Paper No. 10
Presentation Time: 3:50 PM
PRELIMINARY REPORT ON SWEAT BEE NESTS IN TIDALLY INFLUENCED DELTA PLAIN DEPOSITS OF THE EOCENE QUEEN CITY FORMATION, SAN ANTONIO, TEXAS
Trace fossils in the sandstone-dominated strata near the top of the Eocene Queen City Formation south of San Antonio, Texas, have been interpreted as subaqueous burrows of marine organisms in tidal flat to sand flat and bay environment. Herein we provide a preliminary assessment of the trace fossils and sedimentary units as sweat bee nests in tidally influenced, medial to distal distributary channel and overbank deposits in the delta plain. Sedimentary facies include thin- to thick bedded, fine- to medium-grained sandstones with thin mudstone interbeds. A series of beds thicken upward to a maximum and then thin upwards from there; this pattern repeats. These bed sets are interbedded with mudstone units with few very thin sandstone beds in thickness from 5 to 15 cm. The top bed is ~75 cm thick and sandstone dominated with very thin mudstone interbeds similar to the pattern described earlier. The mudstone-dominated heterolithic bed sets in the lower part of the outcrop contain thin and sparse rhizoliths and flask-shaped traces that are circular in cross-section. The sandstone-dominated heterolithic bed sets in the upper part of the outcrop contain abundant flask-shaped traces, rare thin rhizoliths that are discontinuous, and subhorizontal burrows assignable to Steinichnus.

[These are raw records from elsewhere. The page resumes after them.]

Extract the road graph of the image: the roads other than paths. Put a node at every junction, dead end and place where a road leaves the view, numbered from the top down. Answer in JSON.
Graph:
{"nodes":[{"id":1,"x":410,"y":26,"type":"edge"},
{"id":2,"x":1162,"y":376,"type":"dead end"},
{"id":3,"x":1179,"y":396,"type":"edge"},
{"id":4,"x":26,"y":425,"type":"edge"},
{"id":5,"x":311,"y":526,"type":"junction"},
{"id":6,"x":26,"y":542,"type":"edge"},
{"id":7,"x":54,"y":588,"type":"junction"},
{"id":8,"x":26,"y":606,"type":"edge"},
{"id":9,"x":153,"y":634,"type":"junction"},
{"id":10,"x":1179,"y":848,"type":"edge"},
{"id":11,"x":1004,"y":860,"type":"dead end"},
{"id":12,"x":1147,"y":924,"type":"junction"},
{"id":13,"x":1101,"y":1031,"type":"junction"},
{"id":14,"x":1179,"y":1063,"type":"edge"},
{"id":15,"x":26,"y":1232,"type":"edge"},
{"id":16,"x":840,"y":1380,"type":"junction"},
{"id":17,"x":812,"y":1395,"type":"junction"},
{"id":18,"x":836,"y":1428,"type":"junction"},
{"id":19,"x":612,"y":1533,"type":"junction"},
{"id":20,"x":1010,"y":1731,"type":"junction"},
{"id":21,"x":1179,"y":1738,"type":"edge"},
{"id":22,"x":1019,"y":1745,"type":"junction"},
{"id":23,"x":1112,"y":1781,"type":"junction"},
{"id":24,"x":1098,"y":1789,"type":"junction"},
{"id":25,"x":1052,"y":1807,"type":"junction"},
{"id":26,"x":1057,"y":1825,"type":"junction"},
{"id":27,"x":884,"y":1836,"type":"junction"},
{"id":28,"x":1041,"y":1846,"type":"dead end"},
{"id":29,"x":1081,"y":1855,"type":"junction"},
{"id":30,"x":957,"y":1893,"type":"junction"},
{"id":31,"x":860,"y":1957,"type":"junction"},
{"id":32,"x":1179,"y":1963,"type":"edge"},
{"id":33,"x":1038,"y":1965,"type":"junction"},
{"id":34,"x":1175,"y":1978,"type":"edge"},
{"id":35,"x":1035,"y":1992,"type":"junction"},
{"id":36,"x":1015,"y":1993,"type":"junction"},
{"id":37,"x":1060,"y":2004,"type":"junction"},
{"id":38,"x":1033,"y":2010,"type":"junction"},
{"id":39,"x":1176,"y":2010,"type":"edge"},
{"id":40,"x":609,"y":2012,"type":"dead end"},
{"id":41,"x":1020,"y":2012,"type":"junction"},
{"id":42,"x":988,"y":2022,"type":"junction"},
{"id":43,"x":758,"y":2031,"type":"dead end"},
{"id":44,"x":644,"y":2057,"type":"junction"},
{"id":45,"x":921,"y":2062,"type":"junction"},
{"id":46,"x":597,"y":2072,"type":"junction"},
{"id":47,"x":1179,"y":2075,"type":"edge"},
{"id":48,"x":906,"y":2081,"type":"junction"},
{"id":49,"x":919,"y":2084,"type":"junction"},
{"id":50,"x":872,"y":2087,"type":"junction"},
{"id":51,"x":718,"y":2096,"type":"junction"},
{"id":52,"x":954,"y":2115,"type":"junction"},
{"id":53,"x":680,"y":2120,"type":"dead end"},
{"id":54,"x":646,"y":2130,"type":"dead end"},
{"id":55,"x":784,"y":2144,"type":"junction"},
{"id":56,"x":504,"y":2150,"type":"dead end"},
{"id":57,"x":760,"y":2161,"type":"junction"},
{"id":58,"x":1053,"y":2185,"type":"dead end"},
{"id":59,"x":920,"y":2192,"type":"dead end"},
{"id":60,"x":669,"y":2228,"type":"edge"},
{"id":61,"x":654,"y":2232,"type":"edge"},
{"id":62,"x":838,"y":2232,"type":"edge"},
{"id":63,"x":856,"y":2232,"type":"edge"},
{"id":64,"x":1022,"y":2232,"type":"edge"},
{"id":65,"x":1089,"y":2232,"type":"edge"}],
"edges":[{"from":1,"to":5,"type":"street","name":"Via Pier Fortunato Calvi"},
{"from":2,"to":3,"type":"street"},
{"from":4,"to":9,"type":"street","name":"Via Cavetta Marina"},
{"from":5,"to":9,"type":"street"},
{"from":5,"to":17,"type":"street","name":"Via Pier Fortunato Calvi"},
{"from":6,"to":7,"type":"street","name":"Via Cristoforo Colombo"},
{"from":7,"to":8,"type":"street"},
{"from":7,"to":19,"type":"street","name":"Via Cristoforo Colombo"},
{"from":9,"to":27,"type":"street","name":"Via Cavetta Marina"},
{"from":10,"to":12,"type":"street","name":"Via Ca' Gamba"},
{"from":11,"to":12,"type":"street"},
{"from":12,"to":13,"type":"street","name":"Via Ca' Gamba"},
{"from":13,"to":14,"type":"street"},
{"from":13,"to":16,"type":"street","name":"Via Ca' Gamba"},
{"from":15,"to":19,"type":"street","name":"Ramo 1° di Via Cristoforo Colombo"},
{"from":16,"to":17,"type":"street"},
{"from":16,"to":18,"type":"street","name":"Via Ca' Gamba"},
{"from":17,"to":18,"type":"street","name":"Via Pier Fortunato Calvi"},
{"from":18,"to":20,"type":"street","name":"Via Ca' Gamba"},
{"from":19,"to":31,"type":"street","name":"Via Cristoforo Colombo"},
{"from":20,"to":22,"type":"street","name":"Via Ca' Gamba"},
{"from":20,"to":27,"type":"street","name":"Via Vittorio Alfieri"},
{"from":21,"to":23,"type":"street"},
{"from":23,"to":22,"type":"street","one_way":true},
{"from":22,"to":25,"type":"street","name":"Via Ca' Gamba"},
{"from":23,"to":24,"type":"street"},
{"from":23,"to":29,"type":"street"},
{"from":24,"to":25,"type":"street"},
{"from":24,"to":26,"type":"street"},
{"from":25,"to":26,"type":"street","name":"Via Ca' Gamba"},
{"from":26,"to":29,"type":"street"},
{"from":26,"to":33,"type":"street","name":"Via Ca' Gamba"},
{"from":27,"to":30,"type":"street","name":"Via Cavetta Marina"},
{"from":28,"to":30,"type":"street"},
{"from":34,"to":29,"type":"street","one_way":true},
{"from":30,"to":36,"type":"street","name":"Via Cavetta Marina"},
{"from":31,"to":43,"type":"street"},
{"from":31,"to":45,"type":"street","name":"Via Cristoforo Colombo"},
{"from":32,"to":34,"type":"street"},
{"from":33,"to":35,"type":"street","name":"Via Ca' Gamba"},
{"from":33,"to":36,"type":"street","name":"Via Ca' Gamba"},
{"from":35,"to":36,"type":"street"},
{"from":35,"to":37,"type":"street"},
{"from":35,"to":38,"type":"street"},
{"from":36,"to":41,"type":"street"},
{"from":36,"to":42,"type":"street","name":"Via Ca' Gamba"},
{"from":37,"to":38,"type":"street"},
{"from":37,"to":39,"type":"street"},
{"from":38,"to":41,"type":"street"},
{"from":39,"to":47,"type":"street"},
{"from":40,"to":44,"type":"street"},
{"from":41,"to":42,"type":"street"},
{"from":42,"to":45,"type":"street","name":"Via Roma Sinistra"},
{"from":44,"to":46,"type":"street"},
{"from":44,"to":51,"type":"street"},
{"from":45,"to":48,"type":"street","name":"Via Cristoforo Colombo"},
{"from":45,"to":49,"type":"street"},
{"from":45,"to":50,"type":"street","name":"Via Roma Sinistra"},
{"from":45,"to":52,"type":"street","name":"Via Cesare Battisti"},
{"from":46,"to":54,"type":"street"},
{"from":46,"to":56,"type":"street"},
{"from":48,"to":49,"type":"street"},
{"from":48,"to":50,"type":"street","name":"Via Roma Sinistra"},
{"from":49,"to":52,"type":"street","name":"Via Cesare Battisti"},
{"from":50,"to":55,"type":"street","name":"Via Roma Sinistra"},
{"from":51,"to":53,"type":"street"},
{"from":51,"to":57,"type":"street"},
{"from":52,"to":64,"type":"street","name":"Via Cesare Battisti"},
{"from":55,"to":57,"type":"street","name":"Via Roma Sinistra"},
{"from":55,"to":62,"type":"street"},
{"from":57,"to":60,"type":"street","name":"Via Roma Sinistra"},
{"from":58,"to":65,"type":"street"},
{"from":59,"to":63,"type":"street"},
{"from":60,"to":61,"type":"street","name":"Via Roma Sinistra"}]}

The circular to flask-shaped trace fossils actually represent a compound structure composed of flask-shaped cells arranged in bilateral to cruciform patterns around a central shaft that can be traced from 10 to 20 cm vertically. Cells parallel to the face of the outcrop exhibit a flask shape. Cells perpendicular to the outcrop exhibit a circular shape. Cells in a position between these two orientations show a variety of elliptical to ovoid shape. Shafts (vertical) and tunnels (horizontal) are ~4 mm in diameter. Complete cells are ~1.4 cm long. These compound trace fossils are most similar to present-day subterranean nests produced by sweat bees, and comparable to those nests produced by the Halictidae. Similar nest morphologies have been found in present-day soils developed on levee and proximal overbank sediments along the Kansas River. The Eocene bee nest is also similar to the compound flask-shaped cell and shaft and tunnel components in ripple-laminated fluvial deposits of the Upper Cretaceous Dakota Sandstone interpreted as halictid bee nests.